What is needed -> Search the lines of the records for the word "street", and copy every line that has it.

Extracted material ->

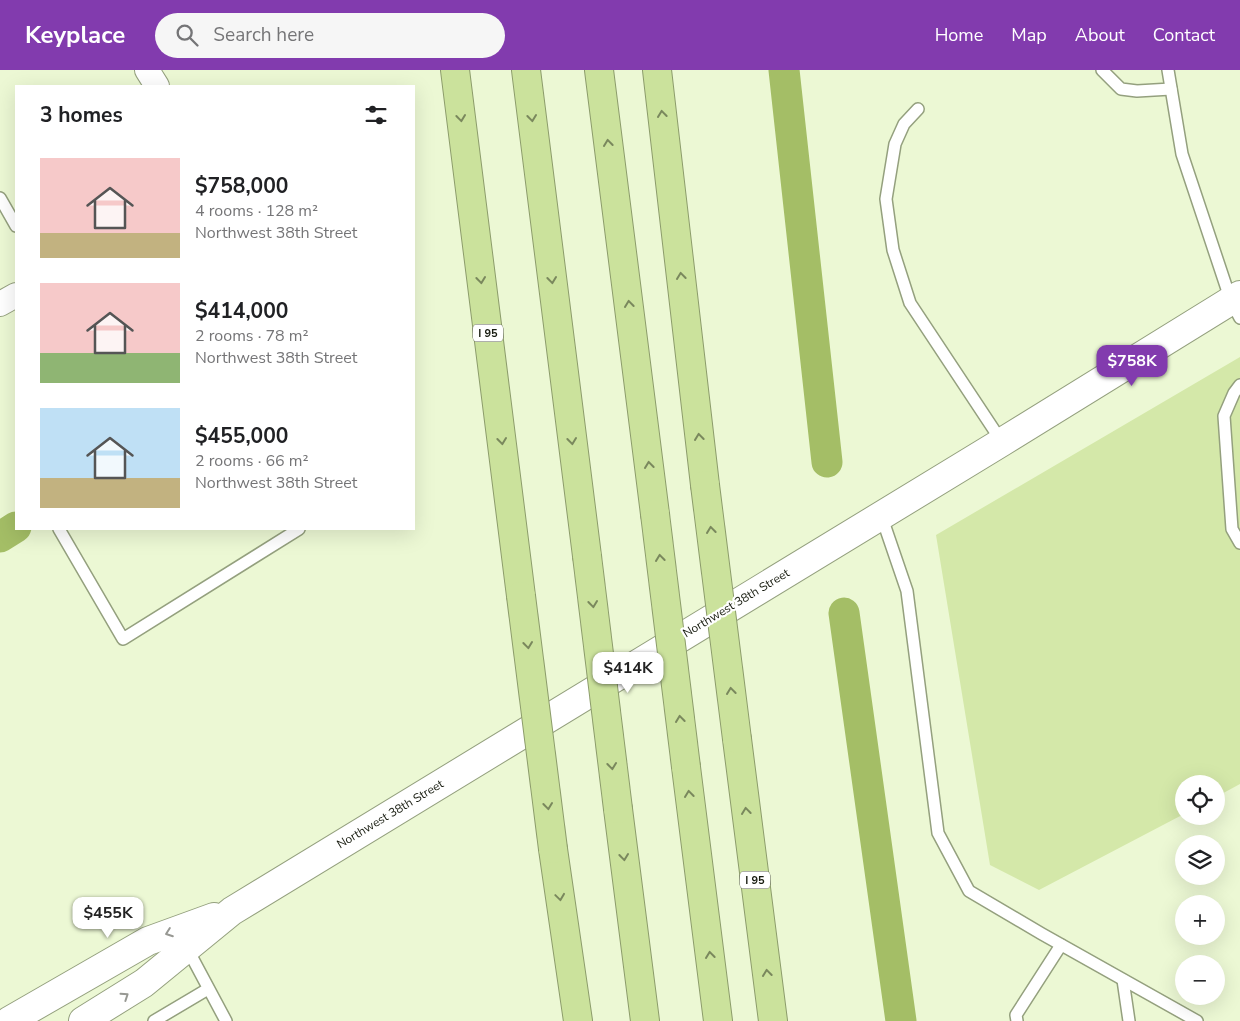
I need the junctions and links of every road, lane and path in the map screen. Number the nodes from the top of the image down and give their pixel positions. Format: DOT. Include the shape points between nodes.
graph roads {
  1 [pos="147,70"];
  2 [pos="455,70"];
  3 [pos="526,70"];
  4 [pos="599,70"];
  5 [pos="657,70"];
  6 [pos="1102,70"];
  7 [pos="1168,70"];
  8 [pos="156,85"];
  9 [pos="1171,89"];
  10 [pos="918,109"];
  11 [pos="0,198"];
  12 [pos="15,224"];
  13 [pos="15,295"];
  14 [pos="0,304"];
  15 [pos="1237,304"];
  16 [pos="1240,385"];
  17 [pos="1002,442"];
  18 [pos="881,515"];
  19 [pos="60,530"];
  20 [pos="297,530"];
  21 [pos="1240,543"];
  22 [pos="232,911"];
  23 [pos="1061,944"];
  24 [pos="187,948"];
  25 [pos="1124,980"];
  26 [pos="208,989"];
  27 [pos="9,1021"];
  28 [pos="83,1021"];
  29 [pos="154,1021"];
  30 [pos="226,1021"];
  31 [pos="578,1021"];
  32 [pos="644,1021"];
  33 [pos="718,1021"];
  34 [pos="773,1021"];
  35 [pos="1017,1021"];
  36 [pos="1129,1021"];
  37 [pos="1197,1021"];
  1 -- 8 [label="street"];
  2 -- 31 [label="highway, I 95, one-way, bridge"];
  3 -- 32 [label="highway, one-way, bridge"];
  33 -- 4 [label="highway, one-way, bridge"];
  34 -- 5 [label="highway, I 95, one-way, bridge" via="705,485"];
  6 -- 9 [label="lane" via="1121,89"];
  7 -- 9 [label="lane"];
  9 -- 15 [label="lane" via="1182,154"];
  10 -- 17 [label="lane" via="904,124 896,144 886,199 893,250 910,303"];
  11 -- 12 [label="lane"];
  13 -- 14 [label="street"];
  15 -- 17 [label="street, Northwest 38th Street"];
  16 -- 21 [label="lane" via="1224,416 1232,529"];
  17 -- 18 [label="street, Northwest 38th Street"];
  18 -- 22 [label="street, Northwest 38th Street"];
  18 -- 23 [label="lane" via="907,591 938,833 969,891"];
  19 -- 20 [label="lane" via="123,639"];
  22 -- 24 [label="street, Northwest 38th Street"];
  22 -- 27 [label="street, Northwest 38th Street, one-way" via="148,941"];
  23 -- 25 [label="lane"];
  23 -- 35 [label="lane" via="1016,1015"];
  24 -- 26 [label="lane"];
  28 -- 24 [label="street, Northwest 38th Street, one-way" via="144,983"];
  25 -- 36 [label="lane"];
  25 -- 37 [label="lane"];
  26 -- 29 [label="lane"];
  26 -- 30 [label="lane"];
}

Your response ->
  1 -- 8 [label="street"];
  13 -- 14 [label="street"];
  15 -- 17 [label="street, Northwest 38th Street"];
  17 -- 18 [label="street, Northwest 38th Street"];
  18 -- 22 [label="street, Northwest 38th Street"];
  22 -- 24 [label="street, Northwest 38th Street"];
  22 -- 27 [label="street, Northwest 38th Street, one-way" via="148,941"];
  28 -- 24 [label="street, Northwest 38th Street, one-way" via="144,983"];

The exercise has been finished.